Task item:
Which lines in the records below contain the word "Greenlawn"? Copy each one.

Data records:
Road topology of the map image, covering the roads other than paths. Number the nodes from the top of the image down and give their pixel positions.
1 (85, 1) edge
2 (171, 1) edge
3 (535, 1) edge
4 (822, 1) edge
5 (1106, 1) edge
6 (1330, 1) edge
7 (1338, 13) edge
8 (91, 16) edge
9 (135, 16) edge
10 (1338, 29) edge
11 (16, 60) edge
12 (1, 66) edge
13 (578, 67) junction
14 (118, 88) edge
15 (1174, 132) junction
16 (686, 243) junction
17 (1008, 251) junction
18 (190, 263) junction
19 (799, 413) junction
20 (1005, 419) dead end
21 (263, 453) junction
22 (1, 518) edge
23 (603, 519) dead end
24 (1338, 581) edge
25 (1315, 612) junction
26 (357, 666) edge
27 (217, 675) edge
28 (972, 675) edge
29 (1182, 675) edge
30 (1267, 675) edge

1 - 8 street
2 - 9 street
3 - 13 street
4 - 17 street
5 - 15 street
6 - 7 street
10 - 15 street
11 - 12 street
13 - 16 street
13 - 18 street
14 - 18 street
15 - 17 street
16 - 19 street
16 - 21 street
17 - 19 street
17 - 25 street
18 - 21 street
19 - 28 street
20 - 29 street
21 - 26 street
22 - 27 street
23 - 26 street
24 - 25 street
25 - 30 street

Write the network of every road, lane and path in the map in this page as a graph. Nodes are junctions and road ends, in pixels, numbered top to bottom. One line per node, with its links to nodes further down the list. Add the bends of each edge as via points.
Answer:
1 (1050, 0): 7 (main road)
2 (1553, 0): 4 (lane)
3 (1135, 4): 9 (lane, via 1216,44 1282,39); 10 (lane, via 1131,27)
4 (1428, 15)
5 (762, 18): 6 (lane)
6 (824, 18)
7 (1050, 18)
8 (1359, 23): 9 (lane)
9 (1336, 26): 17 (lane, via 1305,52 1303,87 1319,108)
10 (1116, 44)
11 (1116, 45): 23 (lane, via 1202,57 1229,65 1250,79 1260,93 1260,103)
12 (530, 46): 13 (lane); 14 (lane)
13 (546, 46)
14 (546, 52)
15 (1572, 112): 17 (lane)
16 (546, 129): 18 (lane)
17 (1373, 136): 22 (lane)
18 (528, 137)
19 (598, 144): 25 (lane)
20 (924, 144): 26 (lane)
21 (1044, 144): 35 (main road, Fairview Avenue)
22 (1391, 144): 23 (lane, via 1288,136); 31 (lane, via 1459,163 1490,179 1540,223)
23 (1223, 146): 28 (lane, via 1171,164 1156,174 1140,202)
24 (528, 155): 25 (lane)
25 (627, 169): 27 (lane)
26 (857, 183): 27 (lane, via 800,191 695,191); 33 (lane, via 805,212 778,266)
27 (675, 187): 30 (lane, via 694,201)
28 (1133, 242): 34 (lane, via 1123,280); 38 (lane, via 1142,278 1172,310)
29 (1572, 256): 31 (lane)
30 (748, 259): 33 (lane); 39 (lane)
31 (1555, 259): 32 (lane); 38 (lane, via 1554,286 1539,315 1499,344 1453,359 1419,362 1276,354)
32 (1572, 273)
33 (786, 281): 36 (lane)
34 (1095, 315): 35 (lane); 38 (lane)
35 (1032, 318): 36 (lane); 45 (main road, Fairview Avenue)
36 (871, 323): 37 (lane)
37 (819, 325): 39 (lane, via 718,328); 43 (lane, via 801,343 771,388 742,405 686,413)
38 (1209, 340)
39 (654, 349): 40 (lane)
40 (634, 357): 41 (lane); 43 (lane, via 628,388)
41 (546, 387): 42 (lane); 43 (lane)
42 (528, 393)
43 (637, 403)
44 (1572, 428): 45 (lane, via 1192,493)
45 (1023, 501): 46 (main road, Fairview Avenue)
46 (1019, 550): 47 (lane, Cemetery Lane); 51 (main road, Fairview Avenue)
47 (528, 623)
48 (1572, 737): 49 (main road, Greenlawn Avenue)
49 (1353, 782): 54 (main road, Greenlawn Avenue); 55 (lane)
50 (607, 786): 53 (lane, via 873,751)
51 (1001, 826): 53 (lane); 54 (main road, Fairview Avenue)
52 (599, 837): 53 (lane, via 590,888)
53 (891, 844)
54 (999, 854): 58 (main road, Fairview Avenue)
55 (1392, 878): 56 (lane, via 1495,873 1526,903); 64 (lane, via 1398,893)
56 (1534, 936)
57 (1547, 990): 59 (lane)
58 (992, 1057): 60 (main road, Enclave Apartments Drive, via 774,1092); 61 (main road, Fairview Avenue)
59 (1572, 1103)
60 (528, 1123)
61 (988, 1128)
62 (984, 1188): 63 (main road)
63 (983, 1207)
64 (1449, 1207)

Exercise solution:
48 (1572, 737): 49 (main road, Greenlawn Avenue)
49 (1353, 782): 54 (main road, Greenlawn Avenue); 55 (lane)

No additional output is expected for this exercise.